> _Instructions to follow_: Copy every line from the material below that holds "nodes".

> _Extracted information_:
- - -

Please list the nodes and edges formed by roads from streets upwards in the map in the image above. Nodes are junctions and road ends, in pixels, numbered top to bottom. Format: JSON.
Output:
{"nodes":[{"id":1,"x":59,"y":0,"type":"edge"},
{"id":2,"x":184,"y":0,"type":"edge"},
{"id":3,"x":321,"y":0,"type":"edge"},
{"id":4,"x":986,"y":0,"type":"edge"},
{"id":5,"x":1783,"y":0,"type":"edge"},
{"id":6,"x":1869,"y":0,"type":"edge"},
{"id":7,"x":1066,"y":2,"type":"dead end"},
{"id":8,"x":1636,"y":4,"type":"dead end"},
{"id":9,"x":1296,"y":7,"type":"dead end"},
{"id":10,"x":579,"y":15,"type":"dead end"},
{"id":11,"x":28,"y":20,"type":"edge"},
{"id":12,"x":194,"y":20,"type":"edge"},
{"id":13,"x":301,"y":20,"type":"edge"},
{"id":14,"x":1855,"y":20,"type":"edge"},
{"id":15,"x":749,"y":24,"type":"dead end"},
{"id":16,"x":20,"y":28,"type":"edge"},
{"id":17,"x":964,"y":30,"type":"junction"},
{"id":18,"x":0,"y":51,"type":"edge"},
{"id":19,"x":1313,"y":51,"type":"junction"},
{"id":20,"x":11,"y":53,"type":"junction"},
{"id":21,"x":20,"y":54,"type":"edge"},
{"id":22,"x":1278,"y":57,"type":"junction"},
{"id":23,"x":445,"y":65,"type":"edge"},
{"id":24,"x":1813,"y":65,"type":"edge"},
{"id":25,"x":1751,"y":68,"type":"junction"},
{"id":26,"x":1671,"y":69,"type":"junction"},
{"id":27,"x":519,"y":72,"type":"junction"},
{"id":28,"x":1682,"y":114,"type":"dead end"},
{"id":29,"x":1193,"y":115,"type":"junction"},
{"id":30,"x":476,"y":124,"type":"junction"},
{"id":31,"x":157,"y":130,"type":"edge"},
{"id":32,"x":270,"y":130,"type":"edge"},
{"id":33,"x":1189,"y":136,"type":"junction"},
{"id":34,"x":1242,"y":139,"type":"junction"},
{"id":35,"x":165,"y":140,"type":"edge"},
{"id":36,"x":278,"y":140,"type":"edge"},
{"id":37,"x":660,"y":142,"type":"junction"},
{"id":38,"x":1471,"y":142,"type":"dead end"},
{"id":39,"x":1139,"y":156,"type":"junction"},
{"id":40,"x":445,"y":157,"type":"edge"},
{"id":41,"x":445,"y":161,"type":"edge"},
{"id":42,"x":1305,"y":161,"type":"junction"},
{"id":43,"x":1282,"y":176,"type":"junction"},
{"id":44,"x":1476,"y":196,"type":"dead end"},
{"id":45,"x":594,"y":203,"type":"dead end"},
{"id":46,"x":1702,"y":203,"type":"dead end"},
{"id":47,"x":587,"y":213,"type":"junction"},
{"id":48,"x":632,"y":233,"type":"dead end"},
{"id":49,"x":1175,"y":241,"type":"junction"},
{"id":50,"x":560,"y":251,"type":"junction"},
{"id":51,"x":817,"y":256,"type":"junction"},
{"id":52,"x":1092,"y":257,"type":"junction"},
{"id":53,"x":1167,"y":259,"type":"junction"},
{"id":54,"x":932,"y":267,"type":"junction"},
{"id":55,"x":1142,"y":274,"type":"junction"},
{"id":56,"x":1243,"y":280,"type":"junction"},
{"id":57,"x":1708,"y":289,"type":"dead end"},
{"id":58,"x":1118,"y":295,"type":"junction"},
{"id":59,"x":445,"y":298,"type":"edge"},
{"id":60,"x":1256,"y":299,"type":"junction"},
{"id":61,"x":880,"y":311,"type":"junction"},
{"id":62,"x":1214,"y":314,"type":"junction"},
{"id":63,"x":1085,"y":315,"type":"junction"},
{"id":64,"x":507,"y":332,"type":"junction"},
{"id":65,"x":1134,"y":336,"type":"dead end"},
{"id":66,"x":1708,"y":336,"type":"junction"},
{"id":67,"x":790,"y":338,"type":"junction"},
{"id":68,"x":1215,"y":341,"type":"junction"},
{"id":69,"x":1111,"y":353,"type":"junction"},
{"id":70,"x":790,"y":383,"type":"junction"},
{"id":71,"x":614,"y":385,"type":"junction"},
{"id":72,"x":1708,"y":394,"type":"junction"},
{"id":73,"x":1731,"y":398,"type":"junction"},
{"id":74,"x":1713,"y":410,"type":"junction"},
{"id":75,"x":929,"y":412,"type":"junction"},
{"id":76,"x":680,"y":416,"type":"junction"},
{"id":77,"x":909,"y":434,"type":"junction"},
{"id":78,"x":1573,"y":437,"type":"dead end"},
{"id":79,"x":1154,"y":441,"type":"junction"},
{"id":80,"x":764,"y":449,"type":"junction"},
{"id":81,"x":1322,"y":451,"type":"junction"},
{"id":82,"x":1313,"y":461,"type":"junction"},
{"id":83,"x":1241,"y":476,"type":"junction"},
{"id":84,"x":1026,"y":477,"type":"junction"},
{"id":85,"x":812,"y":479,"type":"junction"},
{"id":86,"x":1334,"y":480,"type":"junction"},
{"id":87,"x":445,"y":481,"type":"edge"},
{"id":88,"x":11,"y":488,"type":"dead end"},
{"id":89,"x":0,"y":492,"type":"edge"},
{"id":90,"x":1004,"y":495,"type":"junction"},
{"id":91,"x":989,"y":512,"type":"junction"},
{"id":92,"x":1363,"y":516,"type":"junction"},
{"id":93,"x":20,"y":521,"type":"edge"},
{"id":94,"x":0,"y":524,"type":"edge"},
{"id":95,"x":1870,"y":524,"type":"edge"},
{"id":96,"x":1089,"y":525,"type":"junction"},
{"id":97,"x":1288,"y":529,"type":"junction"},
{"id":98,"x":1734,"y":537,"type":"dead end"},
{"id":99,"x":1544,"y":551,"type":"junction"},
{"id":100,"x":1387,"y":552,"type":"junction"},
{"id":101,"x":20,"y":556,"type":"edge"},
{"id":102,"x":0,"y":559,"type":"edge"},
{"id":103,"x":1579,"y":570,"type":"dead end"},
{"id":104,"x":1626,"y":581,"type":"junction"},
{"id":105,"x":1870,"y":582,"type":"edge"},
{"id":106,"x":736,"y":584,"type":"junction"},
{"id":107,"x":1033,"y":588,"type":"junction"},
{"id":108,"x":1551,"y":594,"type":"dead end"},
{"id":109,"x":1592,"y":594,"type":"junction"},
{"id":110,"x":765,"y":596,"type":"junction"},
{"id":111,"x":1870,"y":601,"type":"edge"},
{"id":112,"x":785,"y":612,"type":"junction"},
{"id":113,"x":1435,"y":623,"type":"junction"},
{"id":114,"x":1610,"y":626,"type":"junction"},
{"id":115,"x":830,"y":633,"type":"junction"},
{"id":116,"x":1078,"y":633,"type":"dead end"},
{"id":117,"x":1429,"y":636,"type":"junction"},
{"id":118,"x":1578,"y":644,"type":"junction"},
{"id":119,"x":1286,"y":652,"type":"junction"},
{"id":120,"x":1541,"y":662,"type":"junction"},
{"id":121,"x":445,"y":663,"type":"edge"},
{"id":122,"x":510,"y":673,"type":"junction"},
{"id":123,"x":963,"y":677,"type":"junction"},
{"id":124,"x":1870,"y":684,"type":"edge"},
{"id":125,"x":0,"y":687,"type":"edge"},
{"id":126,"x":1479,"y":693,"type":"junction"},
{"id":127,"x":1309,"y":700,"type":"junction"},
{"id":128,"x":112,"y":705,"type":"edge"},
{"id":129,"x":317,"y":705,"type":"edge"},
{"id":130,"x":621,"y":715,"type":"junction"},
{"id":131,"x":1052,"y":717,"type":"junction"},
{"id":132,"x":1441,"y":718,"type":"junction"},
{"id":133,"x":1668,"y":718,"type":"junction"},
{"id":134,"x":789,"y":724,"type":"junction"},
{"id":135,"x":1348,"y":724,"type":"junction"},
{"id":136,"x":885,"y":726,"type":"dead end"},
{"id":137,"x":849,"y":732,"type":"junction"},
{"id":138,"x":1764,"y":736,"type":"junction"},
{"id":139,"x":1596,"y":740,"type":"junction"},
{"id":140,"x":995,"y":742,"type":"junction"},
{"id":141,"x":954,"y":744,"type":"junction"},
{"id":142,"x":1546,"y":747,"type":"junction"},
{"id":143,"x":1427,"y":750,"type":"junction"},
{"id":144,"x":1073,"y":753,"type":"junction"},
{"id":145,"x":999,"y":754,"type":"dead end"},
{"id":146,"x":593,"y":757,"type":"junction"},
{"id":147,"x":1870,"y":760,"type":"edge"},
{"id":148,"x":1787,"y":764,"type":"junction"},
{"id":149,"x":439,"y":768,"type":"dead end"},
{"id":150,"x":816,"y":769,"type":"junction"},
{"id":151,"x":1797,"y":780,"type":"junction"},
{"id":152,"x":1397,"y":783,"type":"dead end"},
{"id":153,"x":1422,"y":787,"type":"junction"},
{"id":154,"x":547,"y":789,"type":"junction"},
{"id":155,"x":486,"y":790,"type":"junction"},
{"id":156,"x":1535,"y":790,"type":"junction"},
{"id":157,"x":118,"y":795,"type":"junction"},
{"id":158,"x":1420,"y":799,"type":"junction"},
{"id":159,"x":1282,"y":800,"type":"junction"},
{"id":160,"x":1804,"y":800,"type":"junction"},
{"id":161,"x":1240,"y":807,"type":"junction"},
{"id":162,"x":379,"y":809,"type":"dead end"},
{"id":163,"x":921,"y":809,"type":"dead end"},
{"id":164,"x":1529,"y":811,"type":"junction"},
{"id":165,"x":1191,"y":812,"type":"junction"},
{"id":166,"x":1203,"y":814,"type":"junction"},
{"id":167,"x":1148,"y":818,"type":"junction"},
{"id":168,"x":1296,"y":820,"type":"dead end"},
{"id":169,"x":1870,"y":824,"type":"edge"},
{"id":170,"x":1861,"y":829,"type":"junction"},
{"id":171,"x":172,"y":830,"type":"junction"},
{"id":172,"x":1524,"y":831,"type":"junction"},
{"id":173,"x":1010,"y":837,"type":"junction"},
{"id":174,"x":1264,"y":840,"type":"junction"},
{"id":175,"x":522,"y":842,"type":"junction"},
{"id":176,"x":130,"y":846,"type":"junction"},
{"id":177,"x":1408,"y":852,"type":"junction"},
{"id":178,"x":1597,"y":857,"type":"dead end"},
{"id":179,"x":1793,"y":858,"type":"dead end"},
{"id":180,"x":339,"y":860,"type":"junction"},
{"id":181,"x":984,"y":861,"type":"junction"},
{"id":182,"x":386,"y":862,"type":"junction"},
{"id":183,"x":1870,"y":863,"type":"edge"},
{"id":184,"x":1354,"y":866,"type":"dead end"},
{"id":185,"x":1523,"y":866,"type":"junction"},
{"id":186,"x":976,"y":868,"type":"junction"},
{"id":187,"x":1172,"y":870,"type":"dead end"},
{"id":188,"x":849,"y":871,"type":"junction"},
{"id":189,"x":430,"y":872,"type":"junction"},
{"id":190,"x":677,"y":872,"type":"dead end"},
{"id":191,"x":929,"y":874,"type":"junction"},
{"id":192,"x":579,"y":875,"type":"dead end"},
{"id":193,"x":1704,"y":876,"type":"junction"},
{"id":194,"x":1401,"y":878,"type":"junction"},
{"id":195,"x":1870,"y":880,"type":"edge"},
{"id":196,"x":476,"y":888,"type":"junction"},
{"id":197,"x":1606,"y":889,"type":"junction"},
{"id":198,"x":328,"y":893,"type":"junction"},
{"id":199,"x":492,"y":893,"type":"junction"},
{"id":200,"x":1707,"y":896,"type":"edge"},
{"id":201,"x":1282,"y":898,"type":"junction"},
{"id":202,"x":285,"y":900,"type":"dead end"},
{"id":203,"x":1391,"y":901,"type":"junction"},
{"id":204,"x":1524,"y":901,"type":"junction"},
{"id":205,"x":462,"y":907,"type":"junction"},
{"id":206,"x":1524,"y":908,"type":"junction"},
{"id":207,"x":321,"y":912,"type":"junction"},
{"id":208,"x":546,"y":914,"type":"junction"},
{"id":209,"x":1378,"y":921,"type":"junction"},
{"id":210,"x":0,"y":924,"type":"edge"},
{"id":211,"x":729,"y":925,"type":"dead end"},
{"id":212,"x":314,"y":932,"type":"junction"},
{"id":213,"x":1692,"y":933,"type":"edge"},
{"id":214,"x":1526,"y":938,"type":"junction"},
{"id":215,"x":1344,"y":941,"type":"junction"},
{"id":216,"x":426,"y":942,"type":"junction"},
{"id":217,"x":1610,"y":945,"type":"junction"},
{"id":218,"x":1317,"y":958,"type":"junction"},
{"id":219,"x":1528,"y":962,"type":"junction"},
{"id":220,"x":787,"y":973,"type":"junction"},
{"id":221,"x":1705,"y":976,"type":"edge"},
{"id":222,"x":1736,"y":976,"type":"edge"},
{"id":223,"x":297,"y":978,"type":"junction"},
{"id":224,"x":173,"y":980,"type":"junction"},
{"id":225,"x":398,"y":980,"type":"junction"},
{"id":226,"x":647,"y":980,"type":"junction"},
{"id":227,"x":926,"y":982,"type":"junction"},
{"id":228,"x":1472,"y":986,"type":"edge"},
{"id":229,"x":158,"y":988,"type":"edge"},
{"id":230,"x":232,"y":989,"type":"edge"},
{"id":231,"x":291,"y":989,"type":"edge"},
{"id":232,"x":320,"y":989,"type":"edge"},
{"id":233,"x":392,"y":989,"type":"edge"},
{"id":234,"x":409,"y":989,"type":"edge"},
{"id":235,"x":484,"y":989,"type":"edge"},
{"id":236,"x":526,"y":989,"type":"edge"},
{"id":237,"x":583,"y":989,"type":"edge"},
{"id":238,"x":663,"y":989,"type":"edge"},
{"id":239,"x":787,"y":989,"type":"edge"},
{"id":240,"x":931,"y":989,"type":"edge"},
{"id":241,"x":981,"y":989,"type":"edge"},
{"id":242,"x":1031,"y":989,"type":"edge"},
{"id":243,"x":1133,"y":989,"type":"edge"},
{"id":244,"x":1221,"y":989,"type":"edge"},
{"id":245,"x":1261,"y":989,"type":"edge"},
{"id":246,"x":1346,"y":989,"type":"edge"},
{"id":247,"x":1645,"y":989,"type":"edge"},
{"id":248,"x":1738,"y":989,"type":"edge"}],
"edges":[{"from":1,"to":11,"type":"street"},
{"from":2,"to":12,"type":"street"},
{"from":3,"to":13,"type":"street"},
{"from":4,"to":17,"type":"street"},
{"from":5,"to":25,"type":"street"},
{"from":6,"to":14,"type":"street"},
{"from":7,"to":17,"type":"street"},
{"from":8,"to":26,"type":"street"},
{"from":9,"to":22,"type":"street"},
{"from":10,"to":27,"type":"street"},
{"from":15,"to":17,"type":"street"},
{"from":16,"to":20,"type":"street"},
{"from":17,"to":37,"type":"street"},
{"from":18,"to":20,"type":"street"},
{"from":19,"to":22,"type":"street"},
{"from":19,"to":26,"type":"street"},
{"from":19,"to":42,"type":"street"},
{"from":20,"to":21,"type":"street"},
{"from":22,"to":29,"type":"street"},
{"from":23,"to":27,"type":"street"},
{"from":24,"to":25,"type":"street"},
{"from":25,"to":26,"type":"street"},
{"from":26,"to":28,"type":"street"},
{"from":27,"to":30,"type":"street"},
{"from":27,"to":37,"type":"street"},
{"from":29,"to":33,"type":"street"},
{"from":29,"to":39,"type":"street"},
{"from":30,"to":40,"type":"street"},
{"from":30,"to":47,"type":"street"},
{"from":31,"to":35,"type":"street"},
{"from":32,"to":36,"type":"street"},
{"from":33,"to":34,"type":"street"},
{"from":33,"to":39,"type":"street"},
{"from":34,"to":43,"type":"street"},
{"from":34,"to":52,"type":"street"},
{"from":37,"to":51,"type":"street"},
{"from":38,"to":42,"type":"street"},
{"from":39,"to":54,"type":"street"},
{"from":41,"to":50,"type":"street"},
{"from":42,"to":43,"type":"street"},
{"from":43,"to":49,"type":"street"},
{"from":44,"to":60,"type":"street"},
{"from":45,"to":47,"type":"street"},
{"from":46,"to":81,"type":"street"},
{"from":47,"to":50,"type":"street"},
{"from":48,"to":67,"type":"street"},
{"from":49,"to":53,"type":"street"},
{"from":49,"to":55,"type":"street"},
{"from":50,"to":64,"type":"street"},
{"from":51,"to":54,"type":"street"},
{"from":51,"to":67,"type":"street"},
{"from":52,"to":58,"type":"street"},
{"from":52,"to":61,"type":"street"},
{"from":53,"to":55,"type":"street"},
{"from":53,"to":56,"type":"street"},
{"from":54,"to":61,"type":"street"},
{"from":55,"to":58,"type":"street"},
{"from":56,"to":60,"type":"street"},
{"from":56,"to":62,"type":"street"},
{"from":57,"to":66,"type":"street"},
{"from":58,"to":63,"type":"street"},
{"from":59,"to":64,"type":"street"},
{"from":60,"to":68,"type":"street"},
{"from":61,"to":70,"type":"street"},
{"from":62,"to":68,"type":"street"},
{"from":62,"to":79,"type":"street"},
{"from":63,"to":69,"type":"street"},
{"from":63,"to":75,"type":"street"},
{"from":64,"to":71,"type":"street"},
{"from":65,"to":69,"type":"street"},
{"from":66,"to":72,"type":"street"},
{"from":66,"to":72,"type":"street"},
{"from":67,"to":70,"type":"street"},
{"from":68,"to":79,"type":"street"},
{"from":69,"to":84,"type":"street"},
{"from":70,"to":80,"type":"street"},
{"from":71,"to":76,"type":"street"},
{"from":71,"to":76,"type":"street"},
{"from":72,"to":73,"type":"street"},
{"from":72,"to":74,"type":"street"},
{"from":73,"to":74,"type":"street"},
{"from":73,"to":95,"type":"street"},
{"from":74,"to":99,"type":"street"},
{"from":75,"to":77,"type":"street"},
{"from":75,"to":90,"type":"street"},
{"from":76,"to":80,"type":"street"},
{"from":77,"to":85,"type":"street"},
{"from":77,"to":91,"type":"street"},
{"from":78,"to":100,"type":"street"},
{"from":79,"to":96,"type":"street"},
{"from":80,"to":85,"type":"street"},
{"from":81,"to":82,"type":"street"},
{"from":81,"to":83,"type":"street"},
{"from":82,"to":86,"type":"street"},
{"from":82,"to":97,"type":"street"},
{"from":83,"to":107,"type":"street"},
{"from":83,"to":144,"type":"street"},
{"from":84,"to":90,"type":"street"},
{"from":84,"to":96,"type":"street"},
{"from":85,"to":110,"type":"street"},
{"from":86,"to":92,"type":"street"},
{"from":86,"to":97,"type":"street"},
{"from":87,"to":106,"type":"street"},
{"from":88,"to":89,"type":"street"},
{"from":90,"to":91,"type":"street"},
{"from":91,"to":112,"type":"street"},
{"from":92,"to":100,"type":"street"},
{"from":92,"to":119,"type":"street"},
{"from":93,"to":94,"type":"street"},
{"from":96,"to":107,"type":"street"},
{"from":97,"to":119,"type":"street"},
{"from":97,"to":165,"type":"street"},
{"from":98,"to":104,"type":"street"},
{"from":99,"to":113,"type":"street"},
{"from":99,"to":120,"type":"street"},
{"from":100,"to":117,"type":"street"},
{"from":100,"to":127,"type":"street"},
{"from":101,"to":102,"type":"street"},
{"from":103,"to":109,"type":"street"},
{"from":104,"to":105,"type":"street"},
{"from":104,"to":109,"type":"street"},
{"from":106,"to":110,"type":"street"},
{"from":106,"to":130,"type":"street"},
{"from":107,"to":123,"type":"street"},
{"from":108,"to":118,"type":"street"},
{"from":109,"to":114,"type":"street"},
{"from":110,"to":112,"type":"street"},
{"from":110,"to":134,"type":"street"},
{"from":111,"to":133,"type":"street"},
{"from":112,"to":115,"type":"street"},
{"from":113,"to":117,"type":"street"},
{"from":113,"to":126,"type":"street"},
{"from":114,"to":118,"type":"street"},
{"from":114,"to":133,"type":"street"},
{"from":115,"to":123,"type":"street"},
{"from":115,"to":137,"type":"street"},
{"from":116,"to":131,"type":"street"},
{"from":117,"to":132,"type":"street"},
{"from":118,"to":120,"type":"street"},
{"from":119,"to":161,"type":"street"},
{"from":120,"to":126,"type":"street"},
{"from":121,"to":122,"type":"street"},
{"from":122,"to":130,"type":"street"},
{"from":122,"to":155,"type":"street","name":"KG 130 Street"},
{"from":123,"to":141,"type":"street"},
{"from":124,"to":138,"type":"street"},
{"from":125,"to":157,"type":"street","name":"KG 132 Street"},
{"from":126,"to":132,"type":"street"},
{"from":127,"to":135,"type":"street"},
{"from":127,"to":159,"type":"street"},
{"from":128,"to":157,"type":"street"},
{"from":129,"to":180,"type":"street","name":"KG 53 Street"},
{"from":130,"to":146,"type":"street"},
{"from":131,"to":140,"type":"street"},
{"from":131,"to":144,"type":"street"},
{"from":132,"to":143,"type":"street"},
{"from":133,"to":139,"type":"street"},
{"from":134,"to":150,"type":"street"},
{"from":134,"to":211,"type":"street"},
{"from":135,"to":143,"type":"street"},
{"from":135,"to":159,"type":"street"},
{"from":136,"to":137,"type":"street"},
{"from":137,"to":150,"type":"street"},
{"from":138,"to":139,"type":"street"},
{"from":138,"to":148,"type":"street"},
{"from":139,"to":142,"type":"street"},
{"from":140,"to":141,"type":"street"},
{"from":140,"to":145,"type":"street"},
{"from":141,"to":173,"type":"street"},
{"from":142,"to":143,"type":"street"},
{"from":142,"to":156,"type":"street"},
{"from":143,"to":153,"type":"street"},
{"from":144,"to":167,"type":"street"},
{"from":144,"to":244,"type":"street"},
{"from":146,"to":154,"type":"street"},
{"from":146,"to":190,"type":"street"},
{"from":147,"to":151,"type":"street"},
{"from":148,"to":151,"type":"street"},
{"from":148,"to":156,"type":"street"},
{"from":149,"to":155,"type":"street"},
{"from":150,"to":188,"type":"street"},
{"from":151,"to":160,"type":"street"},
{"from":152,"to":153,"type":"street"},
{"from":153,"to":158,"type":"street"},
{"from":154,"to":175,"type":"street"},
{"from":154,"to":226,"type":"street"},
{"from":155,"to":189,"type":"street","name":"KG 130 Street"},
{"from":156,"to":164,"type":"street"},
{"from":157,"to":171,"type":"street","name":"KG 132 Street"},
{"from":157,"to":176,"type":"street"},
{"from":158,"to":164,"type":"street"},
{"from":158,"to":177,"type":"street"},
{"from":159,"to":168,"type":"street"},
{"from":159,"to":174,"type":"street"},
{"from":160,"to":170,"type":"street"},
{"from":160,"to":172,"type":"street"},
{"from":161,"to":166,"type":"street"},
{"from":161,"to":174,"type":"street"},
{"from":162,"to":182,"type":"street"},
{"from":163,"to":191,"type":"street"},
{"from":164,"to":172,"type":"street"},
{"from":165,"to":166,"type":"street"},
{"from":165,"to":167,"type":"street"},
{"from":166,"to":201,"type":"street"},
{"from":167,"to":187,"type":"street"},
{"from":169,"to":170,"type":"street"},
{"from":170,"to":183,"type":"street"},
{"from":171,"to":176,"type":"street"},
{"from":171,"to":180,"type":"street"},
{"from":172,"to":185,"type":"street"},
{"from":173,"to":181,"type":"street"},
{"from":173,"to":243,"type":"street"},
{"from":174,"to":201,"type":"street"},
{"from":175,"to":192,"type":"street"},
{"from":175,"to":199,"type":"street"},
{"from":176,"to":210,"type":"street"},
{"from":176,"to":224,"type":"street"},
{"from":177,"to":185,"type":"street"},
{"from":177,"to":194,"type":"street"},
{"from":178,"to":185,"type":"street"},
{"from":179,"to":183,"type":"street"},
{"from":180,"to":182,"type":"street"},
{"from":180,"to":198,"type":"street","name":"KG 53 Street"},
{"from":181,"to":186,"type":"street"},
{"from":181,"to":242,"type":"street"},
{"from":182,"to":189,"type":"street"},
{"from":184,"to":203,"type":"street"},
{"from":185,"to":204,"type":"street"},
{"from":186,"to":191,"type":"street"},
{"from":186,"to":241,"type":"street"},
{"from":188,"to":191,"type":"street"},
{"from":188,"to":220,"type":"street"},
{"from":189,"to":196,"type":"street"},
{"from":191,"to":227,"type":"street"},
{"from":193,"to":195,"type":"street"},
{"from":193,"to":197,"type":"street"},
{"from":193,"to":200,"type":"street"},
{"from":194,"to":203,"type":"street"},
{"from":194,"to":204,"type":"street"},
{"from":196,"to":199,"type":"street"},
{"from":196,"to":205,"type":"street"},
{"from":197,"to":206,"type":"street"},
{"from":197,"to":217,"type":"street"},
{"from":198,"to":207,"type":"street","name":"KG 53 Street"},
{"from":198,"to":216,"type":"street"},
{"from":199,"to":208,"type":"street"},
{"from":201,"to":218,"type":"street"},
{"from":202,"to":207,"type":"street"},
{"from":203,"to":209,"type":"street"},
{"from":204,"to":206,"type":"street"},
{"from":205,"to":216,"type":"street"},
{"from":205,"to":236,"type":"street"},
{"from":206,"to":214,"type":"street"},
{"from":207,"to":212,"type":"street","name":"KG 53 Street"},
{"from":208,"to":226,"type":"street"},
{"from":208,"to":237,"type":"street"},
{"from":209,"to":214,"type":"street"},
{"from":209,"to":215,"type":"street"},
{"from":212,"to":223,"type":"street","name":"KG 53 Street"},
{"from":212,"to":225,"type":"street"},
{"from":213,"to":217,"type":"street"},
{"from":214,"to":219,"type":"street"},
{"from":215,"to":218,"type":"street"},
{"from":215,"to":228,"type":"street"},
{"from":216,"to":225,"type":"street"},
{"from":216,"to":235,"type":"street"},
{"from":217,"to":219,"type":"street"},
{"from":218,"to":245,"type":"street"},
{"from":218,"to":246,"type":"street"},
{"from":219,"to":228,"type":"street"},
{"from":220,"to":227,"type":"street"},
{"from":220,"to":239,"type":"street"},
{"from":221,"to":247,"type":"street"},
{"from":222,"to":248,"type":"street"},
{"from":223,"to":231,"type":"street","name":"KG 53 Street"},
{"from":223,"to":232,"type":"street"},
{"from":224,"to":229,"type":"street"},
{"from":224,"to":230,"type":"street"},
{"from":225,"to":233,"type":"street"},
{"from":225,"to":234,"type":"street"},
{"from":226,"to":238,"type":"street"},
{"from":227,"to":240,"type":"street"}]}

- - -

> _The answer_:
Please list the nodes and edges formed by roads from streets upwards in the map in the image above. Nodes are junctions and road ends, in pixels, numbered top to bottom. Format: JSON.
{"nodes":[{"id":1,"x":59,"y":0,"type":"edge"},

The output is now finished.